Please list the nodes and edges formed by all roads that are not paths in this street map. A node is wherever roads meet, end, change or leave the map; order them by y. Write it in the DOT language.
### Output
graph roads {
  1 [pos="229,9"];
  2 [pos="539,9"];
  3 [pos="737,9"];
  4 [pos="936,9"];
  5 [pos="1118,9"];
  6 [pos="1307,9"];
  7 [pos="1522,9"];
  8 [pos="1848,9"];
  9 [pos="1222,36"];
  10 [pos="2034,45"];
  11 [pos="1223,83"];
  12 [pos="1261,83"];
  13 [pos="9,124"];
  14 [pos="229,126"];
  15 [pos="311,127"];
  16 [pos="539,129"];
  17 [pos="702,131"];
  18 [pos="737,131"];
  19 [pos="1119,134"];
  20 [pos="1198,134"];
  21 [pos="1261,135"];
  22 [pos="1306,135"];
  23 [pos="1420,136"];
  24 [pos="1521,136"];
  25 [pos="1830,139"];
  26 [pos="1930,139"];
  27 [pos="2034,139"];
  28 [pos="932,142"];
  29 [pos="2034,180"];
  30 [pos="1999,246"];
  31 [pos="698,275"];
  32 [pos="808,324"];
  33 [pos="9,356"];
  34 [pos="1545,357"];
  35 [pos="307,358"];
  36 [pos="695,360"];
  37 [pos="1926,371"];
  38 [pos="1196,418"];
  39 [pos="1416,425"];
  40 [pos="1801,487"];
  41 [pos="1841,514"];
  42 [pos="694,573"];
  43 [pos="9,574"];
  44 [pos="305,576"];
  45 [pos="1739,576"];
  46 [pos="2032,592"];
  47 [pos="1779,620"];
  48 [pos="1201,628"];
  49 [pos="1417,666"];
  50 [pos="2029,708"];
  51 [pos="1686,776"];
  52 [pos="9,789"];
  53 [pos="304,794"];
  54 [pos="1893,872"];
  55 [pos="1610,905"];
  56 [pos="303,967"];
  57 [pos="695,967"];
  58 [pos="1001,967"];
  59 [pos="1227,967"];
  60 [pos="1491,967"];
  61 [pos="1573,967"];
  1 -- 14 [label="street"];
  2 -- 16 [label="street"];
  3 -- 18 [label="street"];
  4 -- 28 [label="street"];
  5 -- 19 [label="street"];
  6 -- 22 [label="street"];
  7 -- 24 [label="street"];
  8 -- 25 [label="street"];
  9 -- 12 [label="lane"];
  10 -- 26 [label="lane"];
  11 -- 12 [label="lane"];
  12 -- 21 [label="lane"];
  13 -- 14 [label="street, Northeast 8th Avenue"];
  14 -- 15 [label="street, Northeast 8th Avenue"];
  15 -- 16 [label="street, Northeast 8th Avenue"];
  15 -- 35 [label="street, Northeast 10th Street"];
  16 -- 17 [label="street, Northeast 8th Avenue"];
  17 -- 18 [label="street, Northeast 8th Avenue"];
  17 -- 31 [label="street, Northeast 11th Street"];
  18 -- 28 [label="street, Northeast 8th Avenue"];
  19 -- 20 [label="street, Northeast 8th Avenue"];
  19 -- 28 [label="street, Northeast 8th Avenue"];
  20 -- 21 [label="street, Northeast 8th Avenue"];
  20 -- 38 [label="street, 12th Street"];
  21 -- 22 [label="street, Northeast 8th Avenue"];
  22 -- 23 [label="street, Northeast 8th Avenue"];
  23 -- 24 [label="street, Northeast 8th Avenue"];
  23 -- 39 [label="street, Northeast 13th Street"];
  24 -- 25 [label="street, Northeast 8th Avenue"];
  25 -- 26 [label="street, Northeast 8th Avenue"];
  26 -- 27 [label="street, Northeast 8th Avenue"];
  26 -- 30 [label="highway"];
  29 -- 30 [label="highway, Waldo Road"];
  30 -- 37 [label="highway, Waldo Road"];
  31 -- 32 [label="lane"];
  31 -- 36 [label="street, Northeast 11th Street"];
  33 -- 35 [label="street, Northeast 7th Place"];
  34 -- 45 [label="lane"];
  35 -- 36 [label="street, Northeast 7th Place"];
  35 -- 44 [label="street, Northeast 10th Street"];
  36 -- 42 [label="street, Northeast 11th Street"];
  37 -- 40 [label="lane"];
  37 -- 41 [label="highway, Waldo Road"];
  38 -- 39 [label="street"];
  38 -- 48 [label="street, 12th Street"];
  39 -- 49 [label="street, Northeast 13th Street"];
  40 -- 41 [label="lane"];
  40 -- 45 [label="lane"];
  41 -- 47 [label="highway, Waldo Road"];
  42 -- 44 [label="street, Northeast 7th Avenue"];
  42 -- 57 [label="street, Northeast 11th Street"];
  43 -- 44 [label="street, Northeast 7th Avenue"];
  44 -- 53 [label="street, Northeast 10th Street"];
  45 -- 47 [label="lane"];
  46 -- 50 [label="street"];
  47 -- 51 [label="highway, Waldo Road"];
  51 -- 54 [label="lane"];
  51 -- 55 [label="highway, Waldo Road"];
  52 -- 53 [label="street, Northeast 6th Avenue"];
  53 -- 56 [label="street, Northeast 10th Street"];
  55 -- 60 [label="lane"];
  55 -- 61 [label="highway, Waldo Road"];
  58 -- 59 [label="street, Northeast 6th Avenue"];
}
+--
■ ABOUT THIS EXERCISE: All lines in the records that contain "Place" are to be copied and returned.

■ TASK OUTPUT:
  33 -- 35 [label="street, Northeast 7th Place"];
  35 -- 36 [label="street, Northeast 7th Place"];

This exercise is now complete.